_What you should do_. Copy, from the material below, each line where "numbered" shows up.

_Material for this task_.
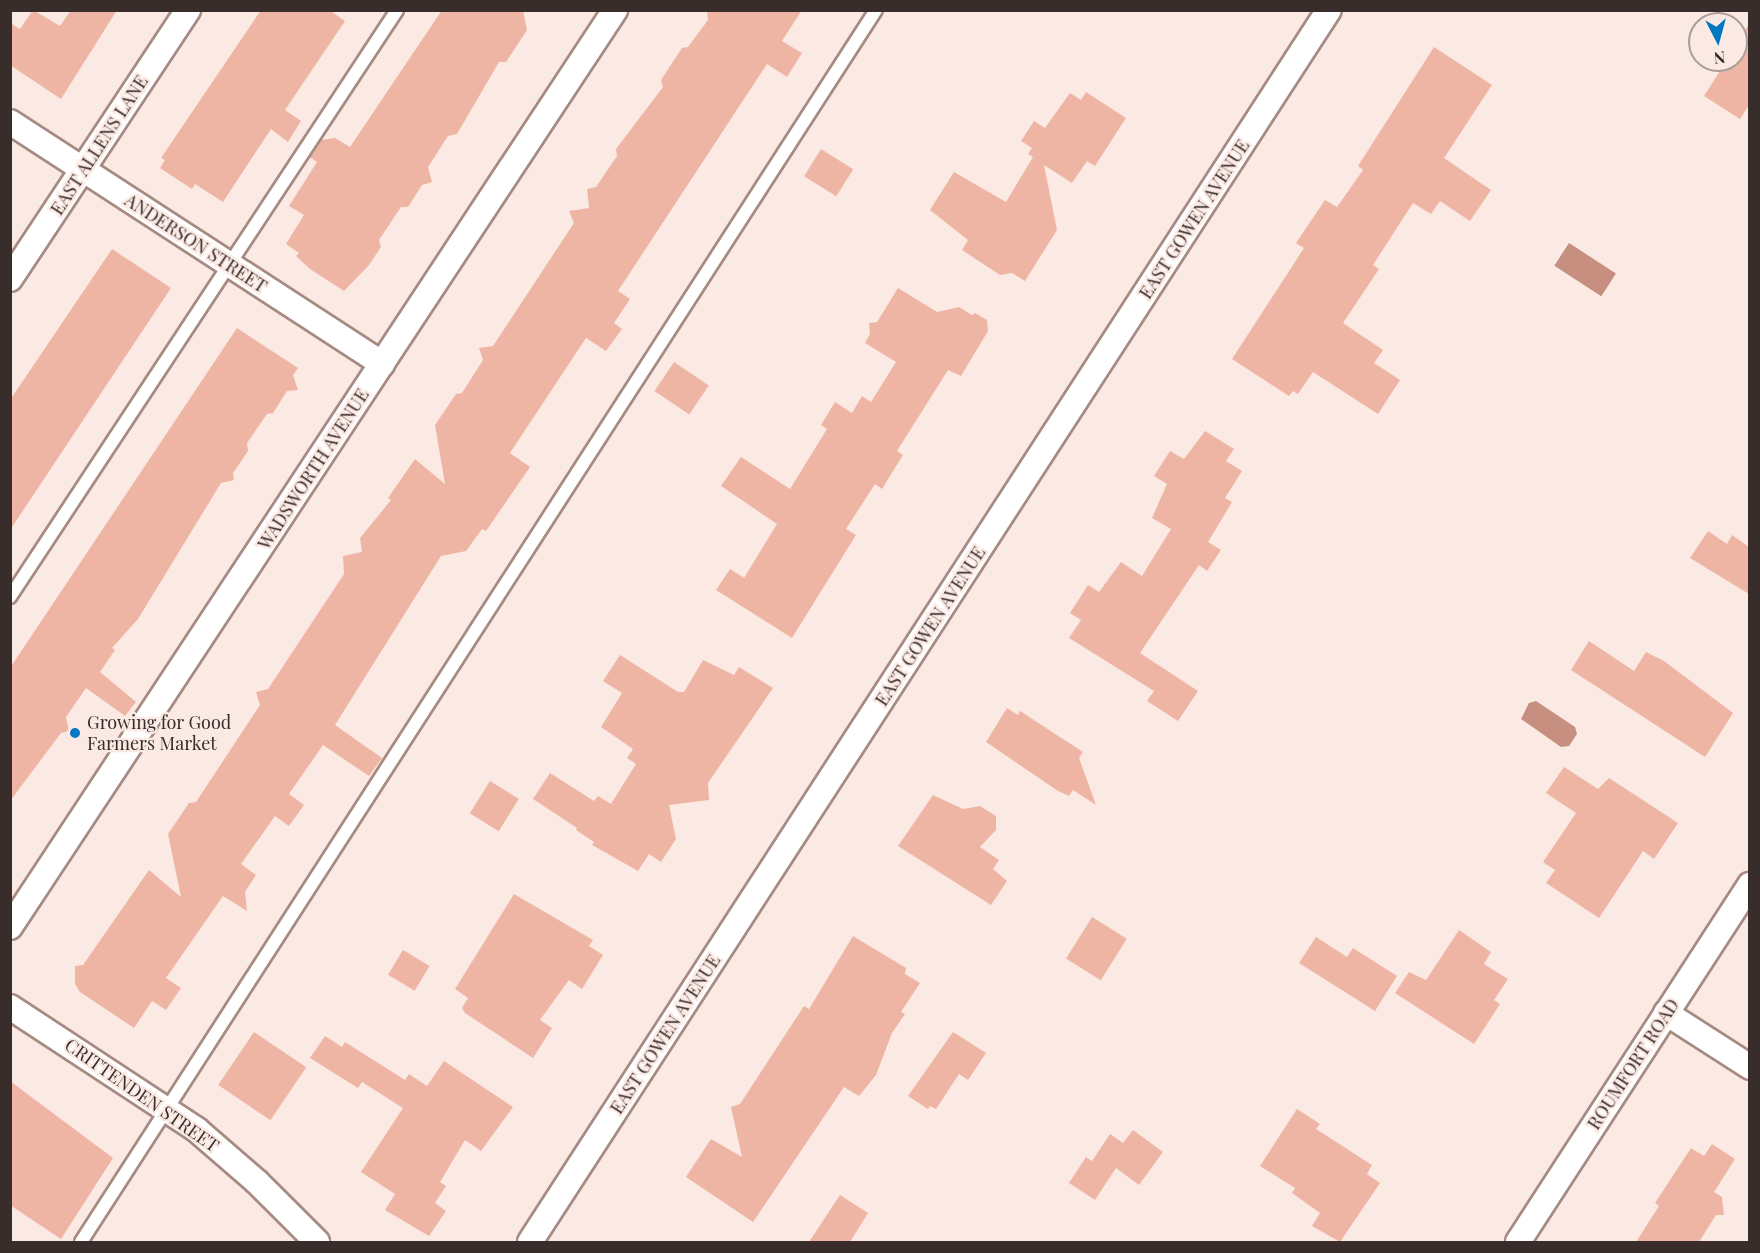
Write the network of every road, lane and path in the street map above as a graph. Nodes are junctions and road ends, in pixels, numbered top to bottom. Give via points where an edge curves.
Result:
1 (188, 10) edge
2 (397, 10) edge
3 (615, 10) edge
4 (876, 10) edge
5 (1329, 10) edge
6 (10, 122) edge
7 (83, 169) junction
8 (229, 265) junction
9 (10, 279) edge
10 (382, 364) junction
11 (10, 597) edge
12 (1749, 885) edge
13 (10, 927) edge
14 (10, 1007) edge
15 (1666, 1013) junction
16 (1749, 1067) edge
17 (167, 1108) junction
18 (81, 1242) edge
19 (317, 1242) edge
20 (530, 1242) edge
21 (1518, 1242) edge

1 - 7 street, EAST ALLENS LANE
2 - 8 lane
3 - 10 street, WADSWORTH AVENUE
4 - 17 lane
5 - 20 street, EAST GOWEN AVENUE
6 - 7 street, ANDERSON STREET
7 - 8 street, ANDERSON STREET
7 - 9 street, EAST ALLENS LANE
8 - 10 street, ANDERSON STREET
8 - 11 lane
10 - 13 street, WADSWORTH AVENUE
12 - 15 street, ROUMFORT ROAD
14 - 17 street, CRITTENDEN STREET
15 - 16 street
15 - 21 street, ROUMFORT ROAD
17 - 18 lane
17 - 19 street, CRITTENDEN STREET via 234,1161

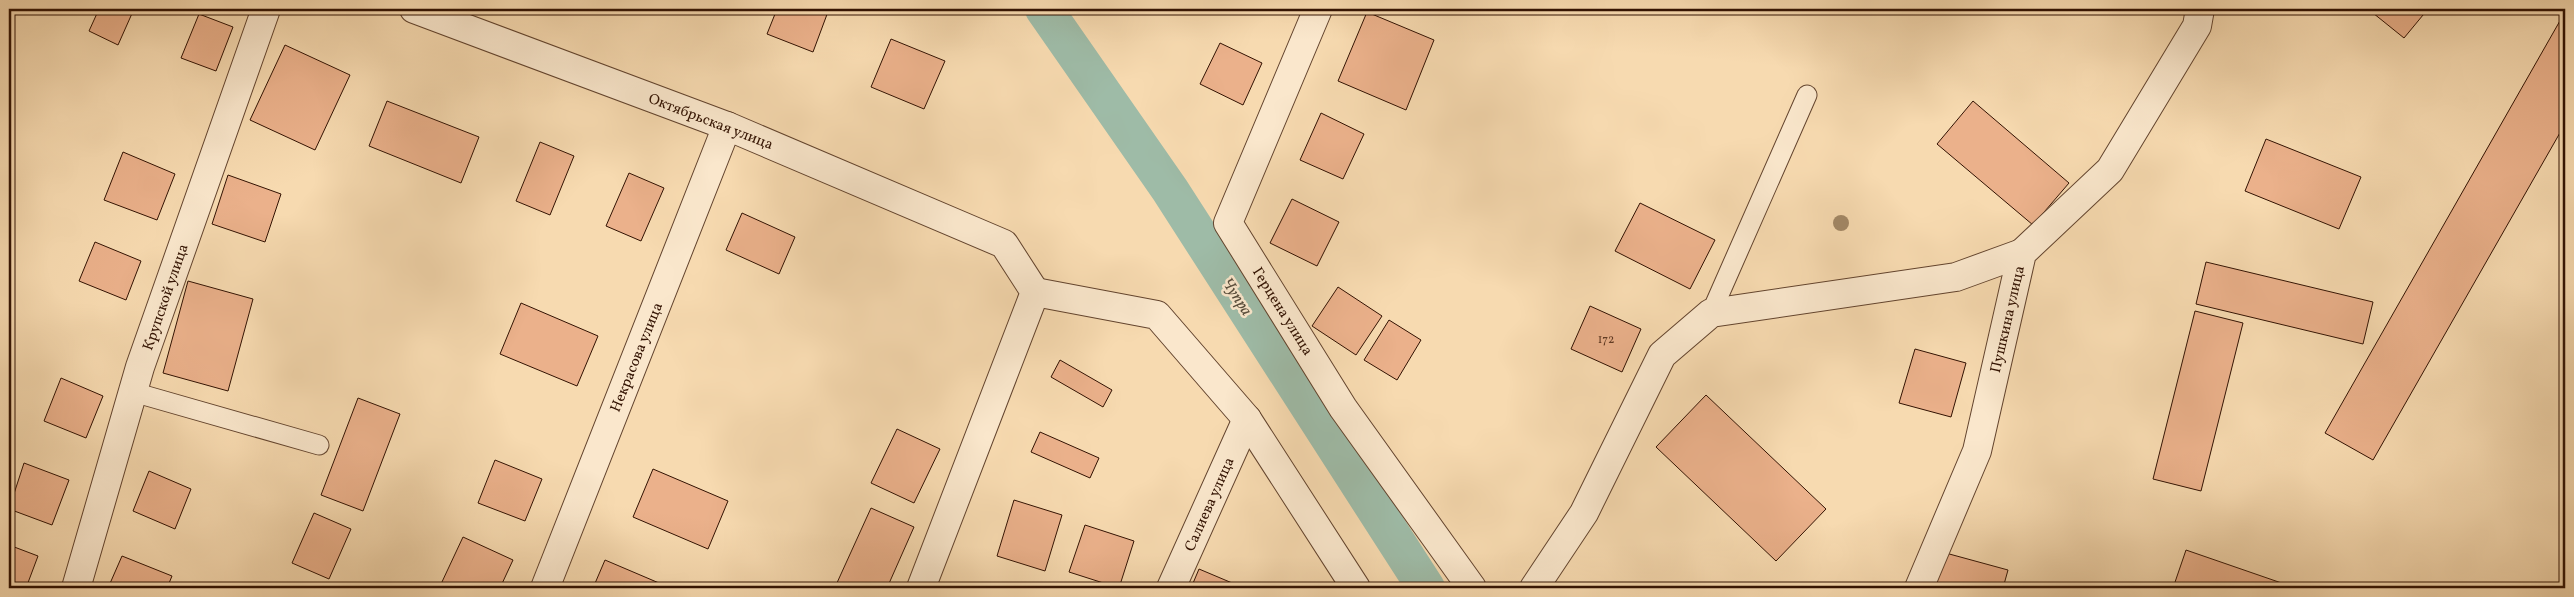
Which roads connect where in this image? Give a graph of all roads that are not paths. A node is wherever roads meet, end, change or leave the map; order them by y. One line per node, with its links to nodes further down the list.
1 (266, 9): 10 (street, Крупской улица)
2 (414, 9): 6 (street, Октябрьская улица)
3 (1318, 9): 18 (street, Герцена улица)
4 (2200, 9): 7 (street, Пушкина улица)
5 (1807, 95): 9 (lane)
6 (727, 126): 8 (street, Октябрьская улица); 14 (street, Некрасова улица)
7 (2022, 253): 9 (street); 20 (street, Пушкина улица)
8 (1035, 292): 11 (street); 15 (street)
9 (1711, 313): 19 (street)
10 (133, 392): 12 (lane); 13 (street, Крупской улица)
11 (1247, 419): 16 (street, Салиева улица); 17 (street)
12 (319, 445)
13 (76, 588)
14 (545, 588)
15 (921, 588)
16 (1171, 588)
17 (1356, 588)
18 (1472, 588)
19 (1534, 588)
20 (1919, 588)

---

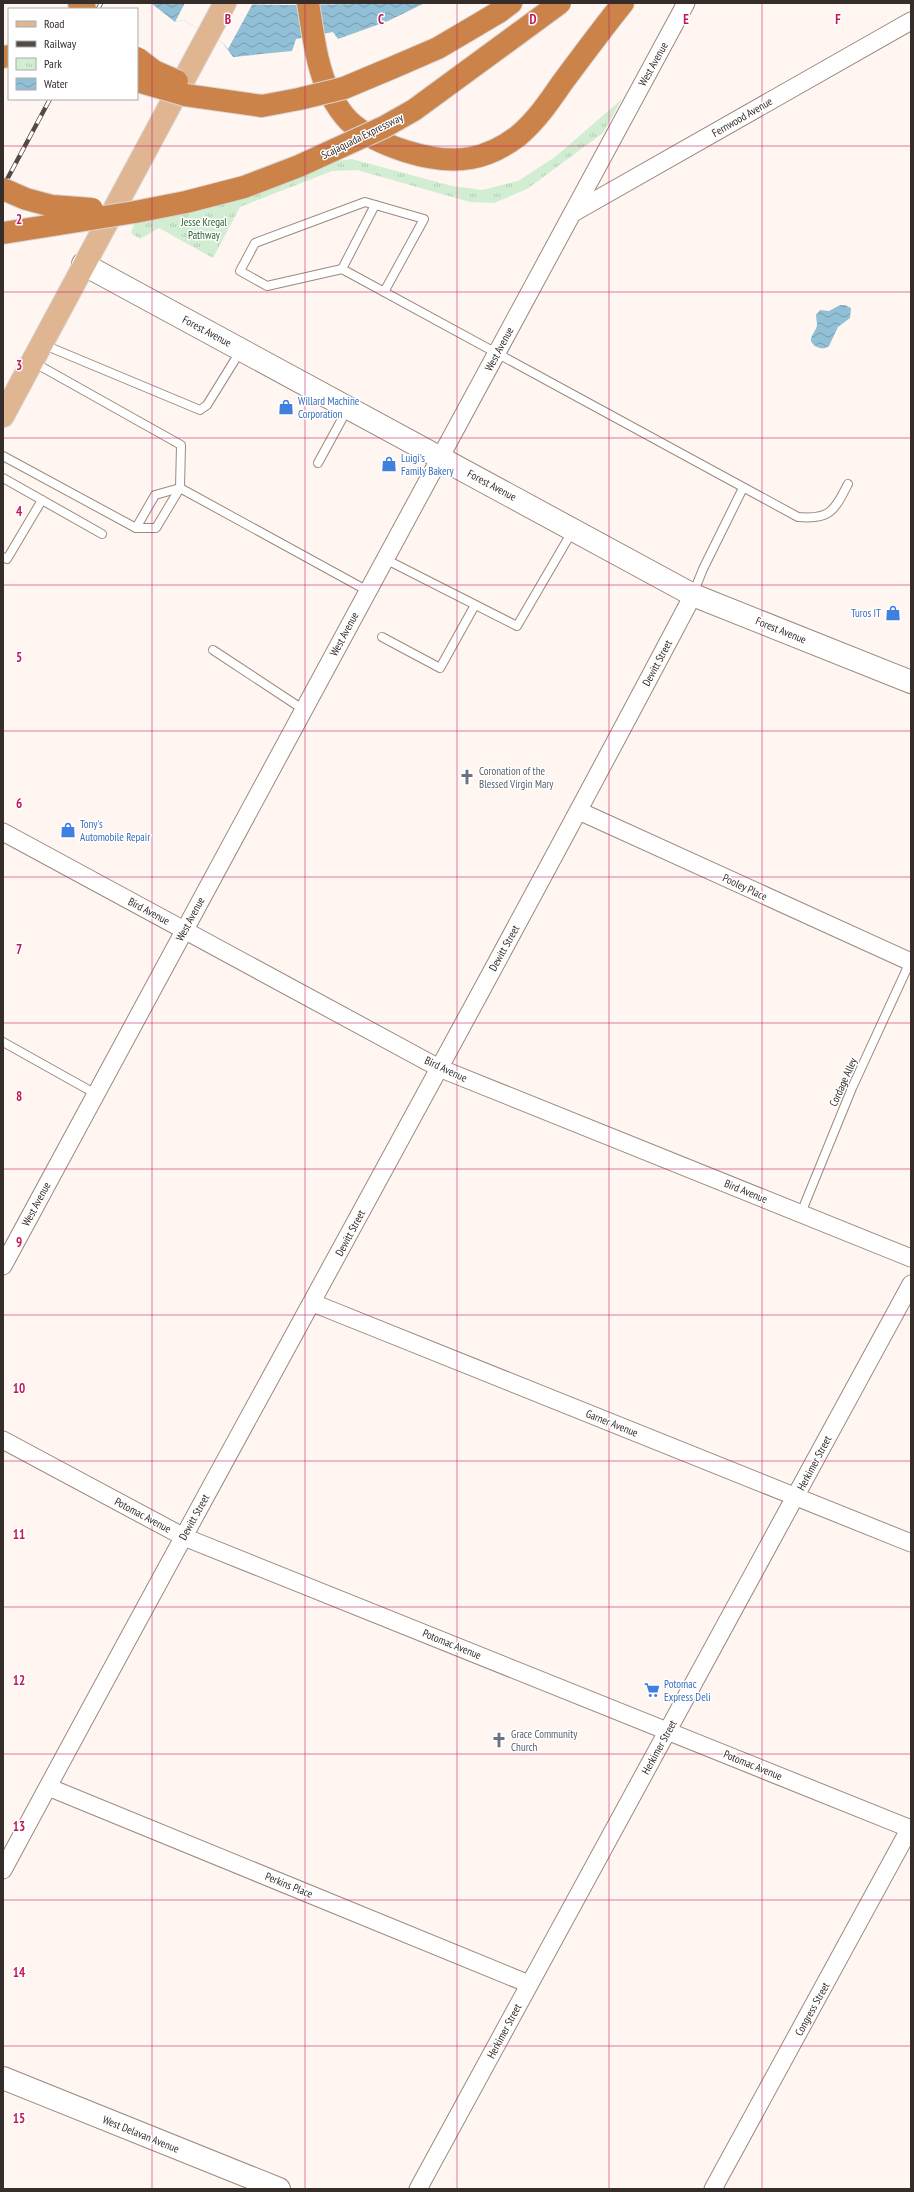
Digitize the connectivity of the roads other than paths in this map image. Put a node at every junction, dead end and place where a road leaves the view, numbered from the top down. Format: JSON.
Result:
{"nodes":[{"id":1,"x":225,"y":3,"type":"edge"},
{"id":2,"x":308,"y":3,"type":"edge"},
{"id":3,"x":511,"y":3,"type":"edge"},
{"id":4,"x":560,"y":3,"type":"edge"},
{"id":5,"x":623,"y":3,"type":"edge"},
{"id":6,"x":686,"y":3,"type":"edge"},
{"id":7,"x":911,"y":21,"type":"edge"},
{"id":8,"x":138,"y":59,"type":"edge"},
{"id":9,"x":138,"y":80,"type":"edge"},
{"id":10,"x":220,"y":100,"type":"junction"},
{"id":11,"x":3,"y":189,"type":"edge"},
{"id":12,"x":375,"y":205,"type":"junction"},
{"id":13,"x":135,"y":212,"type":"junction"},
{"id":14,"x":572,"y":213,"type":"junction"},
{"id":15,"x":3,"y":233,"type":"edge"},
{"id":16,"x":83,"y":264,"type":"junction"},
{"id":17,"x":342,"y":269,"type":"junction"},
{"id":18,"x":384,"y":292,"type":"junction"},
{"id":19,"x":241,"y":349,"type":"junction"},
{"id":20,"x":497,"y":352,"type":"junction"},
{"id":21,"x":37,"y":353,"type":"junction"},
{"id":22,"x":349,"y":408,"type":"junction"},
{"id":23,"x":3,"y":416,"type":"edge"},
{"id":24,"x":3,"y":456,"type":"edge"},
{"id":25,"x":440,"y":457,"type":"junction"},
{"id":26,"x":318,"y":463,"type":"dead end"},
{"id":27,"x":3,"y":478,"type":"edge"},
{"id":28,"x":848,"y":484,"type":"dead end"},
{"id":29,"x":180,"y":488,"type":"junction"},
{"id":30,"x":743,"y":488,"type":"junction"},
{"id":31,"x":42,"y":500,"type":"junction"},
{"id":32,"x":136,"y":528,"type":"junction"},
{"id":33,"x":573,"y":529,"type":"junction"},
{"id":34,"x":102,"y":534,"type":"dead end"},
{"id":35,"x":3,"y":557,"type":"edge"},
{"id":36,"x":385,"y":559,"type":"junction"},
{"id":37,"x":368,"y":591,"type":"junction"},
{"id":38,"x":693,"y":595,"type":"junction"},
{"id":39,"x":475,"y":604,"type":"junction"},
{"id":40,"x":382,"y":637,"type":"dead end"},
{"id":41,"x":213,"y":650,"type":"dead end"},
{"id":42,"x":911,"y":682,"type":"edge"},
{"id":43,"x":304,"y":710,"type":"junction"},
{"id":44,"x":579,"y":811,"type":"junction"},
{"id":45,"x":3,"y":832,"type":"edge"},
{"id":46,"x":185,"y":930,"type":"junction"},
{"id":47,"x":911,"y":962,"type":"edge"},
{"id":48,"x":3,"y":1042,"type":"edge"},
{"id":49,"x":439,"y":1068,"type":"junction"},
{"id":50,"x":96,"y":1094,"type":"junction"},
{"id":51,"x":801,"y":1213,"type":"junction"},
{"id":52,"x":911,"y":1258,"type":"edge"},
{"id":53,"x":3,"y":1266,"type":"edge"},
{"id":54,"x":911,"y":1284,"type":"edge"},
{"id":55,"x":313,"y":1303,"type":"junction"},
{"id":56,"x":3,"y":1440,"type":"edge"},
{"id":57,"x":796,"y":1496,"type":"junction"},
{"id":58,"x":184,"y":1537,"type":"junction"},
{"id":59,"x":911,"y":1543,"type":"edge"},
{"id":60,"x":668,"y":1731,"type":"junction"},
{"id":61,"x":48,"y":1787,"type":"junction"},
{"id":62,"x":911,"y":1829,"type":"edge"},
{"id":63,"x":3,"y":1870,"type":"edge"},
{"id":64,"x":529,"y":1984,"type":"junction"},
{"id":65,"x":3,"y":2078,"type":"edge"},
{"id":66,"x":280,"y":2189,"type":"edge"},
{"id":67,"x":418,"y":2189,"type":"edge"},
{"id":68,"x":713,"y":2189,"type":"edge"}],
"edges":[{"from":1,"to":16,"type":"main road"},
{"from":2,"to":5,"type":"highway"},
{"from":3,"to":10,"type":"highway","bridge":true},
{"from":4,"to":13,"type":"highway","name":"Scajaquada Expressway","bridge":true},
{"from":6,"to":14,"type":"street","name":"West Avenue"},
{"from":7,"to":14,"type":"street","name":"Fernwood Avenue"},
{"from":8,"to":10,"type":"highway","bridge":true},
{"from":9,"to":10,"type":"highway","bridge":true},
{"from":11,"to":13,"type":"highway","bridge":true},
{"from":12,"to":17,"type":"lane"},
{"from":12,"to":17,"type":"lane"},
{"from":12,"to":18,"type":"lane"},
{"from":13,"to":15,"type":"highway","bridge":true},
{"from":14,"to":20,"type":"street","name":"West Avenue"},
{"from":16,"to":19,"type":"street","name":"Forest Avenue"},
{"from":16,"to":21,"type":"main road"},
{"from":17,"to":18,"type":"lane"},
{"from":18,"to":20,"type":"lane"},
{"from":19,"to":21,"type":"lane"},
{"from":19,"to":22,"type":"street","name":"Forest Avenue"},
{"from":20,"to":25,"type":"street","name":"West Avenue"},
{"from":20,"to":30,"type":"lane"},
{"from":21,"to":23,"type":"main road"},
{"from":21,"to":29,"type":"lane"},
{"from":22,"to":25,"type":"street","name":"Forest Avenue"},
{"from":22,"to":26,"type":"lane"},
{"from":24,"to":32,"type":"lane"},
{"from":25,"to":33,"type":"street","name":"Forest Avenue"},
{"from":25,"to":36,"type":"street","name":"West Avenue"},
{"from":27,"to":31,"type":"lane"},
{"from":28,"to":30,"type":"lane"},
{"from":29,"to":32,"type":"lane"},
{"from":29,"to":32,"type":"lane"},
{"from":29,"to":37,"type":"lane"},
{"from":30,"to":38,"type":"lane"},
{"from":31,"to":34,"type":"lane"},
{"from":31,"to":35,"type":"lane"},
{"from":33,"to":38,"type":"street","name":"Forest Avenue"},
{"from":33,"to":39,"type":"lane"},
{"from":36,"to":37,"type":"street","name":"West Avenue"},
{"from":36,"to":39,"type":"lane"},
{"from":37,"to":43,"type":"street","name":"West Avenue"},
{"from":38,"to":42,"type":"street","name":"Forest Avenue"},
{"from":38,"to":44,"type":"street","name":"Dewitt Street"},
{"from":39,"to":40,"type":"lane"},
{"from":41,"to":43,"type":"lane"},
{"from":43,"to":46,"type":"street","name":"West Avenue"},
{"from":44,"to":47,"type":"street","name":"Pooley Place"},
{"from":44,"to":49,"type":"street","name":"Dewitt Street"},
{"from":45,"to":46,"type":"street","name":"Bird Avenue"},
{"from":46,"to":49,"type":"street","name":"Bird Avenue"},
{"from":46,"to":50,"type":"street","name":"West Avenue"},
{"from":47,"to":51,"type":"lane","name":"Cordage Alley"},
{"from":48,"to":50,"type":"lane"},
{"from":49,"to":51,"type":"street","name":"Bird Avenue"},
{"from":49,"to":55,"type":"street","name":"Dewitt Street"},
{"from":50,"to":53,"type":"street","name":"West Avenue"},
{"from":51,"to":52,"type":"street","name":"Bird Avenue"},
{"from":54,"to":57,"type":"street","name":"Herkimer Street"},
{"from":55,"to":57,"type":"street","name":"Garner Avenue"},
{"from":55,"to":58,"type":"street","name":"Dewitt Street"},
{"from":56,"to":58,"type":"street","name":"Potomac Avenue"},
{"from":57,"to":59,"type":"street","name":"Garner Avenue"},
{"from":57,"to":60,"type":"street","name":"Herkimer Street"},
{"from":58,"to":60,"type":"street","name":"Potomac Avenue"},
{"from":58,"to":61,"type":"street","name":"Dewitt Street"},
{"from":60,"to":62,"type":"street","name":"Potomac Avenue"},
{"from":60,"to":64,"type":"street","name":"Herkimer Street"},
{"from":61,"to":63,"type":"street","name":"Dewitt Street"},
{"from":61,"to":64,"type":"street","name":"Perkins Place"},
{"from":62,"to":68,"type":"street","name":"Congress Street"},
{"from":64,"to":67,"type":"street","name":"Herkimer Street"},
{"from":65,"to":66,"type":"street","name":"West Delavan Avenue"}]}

_Expected answer_.
Write the network of every road, lane and path in the street map above as a graph. Nodes are junctions and road ends, in pixels, numbered top to bottom. Give via points where an edge curves.
Digitize the connectivity of the roads other than paths in this map image. Put a node at every junction, dead end and place where a road leaves the view, numbered from the top down. Format: JSON.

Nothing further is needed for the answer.